One recent study found 21% of millennial buyers cited a gift from a relative or friend — typically a parent — as a source of their down payment. For parents who want to support their children’s homeownership aspirations, the key is knowing your options for providing assistance — and tapping expert outside advice when you need it.
Help with money and more
As a parent, one of the best ways you can assist your child during the home-buying process is simply by sharing hard-won financial and real estate advice drawn from your own experiences. The market may have changed since you purchased your first home, but many of the lessons you learned remain timeless — and can provide a vital perspective, clarity and set of criteria to help your child navigate a process that may be overwhelming.

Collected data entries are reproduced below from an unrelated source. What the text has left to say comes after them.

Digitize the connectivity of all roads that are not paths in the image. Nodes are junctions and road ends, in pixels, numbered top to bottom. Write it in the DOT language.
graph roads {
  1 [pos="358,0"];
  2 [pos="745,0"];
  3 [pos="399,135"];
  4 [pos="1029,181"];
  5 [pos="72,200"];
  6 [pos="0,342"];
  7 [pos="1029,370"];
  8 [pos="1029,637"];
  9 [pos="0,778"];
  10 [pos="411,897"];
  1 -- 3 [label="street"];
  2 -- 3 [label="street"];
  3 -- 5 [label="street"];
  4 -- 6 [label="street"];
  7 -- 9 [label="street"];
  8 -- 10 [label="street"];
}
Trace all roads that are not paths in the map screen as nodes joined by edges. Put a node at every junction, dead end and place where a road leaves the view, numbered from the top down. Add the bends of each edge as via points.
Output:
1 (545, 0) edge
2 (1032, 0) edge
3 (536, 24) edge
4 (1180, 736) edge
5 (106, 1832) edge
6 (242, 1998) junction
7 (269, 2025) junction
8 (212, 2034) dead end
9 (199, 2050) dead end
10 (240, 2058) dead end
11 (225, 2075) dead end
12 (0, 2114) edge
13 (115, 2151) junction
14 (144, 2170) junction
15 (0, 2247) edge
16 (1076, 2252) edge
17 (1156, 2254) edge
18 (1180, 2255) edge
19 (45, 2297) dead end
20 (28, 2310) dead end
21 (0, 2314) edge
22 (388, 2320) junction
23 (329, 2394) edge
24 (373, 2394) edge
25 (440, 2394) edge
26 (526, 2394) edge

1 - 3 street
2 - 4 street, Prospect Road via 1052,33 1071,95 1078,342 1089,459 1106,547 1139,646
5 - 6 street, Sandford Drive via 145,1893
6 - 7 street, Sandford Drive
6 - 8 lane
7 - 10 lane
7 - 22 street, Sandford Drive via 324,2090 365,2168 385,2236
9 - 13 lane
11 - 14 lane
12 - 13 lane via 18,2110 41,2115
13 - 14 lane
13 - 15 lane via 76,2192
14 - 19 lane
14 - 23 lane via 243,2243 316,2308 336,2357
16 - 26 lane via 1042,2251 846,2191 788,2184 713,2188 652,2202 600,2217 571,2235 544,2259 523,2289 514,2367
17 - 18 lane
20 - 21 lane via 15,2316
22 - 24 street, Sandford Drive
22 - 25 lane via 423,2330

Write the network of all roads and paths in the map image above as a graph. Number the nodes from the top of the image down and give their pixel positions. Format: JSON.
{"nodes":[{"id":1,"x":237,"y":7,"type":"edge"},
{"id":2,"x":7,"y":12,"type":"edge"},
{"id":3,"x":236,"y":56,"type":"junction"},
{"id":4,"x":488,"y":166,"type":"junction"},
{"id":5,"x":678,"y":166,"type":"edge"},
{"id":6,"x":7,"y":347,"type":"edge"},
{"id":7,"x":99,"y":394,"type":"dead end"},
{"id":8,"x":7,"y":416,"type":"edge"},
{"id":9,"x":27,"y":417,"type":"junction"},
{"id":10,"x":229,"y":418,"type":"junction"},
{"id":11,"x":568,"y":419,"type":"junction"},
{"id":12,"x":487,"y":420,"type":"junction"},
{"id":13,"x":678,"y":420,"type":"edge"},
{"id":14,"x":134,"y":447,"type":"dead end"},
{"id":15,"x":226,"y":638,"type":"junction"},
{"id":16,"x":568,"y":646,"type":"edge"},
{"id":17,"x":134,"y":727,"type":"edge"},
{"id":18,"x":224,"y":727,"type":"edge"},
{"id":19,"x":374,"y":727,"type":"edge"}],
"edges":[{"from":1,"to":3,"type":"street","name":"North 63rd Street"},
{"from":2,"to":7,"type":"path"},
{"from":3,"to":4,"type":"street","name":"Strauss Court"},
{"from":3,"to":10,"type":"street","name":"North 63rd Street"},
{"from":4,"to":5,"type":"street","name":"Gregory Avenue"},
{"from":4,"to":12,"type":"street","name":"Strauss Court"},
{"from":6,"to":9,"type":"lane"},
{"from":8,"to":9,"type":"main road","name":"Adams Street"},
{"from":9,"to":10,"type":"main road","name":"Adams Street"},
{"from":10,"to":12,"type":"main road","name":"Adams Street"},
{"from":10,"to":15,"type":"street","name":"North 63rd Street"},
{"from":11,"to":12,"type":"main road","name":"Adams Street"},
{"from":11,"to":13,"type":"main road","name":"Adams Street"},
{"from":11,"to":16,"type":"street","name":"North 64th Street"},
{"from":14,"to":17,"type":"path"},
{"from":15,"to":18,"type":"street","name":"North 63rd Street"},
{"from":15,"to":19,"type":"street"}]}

Of course, money helps as well. Parents can act as a guarantors on their children’s first mortgage.1 If you choose this route, you are guaranteeing the debt and this may impact your own ability to borrow. If your child is unable to fund the mortgage payments and defaults, you are responsible for the loan’s repayment. You can alternatively become a co-borrower on your child’s first mortgage. This will leave you liable for the monthly payments to your lender if your child is unable to cover them.
Keep taxes and other ramifications in mind
You want to help your children. That’s a given. But you also want to be sure that the assistance you provide doesn’t adversely affect your own financial situation. If you choose to gift money for a down payment, be aware it will impact gift and estate tax lifetime exemptions.2 Always consult your tax professional before making any gifting decisions.
Also check with your lender to find out if your child’s loan of choice places any restrictions on gifted down payments — some conventional loans allow down payments to be gifted but only if the borrower is putting down at least 5% of their own funds.
If you plan to be a co-borrower, consider your own debt-to-income ratio. As a co-borrower, you’ll take on the debt from your child’s mortgage, even if he or she is paying the bills, which could prevent you from obtaining other loans or financing options in the future.
Take advantage of experts
While your child can benefit from your advice and guidance, consider bringing in experts to outline the details of loan products, review tax ramifications or even evaluate your — or your child’s — personal finances.
Look for a lender willing to take the time to explain various loan options and borrowing processes to your child, even if you already know the drill from your own experience. It’s important that your child has an opportunity to raise his or her own concerns and ask questions. In some cases, you may want to facilitate a conversation with your child and his or her lender to ensure that everyone is on the same page.
Buying a first home is an exciting life moment. By supporting your child throughout the process, you’ll help make an important milestone even more special.
1In certain circumstances, First Republic Bank allows parents to be guarantors on their child’s mortgage or provide their child with a deferred interest loan. Other lenders may not offer these services.
2Some states may also impose a gift tax.